▶ **Material to process**
▼
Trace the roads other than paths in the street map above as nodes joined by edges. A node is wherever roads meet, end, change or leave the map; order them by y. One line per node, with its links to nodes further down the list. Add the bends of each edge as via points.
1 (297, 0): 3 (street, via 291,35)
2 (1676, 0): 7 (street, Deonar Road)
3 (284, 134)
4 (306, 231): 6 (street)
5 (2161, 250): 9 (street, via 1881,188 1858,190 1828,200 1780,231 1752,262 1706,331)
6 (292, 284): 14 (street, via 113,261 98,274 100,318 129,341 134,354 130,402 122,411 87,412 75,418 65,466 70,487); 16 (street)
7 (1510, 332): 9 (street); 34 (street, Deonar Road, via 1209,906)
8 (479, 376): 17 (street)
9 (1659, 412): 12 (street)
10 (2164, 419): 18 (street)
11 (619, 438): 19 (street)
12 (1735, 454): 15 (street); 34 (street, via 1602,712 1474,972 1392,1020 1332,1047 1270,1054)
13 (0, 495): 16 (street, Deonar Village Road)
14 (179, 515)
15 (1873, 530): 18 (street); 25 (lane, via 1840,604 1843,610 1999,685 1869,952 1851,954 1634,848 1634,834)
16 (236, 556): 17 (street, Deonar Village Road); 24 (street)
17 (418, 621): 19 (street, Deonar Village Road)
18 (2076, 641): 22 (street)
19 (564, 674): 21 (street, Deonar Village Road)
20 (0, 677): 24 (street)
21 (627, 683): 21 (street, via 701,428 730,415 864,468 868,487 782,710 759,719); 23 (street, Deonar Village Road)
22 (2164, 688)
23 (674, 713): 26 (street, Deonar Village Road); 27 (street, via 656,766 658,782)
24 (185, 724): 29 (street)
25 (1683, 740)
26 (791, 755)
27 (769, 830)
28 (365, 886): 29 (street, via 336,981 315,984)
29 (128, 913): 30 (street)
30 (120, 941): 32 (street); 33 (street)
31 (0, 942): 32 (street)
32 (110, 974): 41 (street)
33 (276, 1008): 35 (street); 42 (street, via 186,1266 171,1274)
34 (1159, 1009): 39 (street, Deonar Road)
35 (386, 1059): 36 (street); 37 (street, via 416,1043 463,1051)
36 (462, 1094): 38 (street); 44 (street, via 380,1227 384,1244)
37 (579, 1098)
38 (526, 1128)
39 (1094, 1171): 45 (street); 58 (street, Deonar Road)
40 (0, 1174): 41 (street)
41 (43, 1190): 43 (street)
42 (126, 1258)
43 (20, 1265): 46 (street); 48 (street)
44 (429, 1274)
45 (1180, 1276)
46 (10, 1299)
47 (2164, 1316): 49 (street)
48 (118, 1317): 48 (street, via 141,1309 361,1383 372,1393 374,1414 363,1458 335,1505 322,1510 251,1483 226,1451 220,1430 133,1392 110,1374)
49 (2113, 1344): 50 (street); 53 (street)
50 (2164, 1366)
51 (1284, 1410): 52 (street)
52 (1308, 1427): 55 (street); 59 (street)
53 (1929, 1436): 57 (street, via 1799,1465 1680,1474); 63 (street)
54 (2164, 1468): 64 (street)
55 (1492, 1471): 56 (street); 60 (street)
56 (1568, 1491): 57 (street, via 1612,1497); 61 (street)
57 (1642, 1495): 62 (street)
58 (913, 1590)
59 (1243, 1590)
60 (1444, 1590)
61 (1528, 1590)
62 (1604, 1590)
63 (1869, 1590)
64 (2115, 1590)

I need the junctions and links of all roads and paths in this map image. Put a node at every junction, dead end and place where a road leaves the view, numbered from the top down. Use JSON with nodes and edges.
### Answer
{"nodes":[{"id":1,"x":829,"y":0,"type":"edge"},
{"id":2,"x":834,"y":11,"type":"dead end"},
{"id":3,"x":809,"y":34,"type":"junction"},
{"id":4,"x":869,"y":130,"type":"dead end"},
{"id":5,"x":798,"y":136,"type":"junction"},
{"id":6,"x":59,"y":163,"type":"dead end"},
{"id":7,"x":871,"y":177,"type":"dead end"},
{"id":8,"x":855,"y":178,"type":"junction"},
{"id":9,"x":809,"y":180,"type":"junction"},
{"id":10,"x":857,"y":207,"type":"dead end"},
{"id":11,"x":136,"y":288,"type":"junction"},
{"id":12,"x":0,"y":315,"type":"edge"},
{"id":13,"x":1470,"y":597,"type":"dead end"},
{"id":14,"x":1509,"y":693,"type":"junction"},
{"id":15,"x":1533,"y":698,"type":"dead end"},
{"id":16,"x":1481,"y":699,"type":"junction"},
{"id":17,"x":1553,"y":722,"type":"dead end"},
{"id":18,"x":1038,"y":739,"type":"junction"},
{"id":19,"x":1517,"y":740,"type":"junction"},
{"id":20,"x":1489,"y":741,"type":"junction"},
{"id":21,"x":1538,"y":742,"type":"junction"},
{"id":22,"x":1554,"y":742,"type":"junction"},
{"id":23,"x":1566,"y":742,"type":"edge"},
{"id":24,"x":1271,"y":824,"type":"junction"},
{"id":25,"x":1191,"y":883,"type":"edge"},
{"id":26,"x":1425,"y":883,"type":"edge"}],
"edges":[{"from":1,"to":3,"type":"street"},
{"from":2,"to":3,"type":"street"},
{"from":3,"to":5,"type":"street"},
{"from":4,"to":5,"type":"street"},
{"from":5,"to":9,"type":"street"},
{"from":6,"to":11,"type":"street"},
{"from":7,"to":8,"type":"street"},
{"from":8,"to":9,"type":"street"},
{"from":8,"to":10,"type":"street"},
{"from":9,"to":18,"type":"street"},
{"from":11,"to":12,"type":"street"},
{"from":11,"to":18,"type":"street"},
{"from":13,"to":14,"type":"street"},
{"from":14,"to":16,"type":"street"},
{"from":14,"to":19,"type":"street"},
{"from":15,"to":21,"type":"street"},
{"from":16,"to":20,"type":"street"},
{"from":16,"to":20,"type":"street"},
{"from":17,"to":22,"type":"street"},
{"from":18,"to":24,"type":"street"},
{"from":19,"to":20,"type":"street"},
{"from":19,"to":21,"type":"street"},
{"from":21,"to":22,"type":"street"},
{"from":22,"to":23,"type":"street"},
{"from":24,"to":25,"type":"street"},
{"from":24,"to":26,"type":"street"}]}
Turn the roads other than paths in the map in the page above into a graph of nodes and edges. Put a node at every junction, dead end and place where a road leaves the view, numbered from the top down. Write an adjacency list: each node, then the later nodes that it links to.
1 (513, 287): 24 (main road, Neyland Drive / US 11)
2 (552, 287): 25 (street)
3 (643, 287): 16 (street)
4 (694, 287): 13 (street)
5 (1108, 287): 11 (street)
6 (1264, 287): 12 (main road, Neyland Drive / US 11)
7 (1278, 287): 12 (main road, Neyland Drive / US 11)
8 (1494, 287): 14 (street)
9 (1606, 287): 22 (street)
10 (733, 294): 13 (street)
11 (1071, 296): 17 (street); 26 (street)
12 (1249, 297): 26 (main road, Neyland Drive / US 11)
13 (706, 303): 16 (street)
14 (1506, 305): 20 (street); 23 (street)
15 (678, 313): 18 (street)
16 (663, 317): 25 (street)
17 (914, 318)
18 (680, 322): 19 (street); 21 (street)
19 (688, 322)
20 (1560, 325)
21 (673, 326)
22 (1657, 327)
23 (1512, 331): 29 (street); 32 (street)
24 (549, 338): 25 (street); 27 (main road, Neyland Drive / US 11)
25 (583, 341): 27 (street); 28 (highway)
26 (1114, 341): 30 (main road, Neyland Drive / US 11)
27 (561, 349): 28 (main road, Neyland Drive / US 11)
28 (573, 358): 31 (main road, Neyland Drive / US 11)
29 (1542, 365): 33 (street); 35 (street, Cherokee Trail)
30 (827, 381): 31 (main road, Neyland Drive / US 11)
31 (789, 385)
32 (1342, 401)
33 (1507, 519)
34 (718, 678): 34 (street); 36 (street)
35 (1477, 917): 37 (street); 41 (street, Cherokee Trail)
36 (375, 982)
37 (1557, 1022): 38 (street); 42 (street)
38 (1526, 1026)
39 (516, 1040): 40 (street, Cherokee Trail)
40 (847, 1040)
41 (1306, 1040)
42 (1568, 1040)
▲
▶ **What you should do**
Gather all lines from the records above in which "Village" appears.

▶ **Your solution**
13 (0, 495): 16 (street, Deonar Village Road)
16 (236, 556): 17 (street, Deonar Village Road); 24 (street)
17 (418, 621): 19 (street, Deonar Village Road)
19 (564, 674): 21 (street, Deonar Village Road)
21 (627, 683): 21 (street, via 701,428 730,415 864,468 868,487 782,710 759,719); 23 (street, Deonar Village Road)
23 (674, 713): 26 (street, Deonar Village Road); 27 (street, via 656,766 658,782)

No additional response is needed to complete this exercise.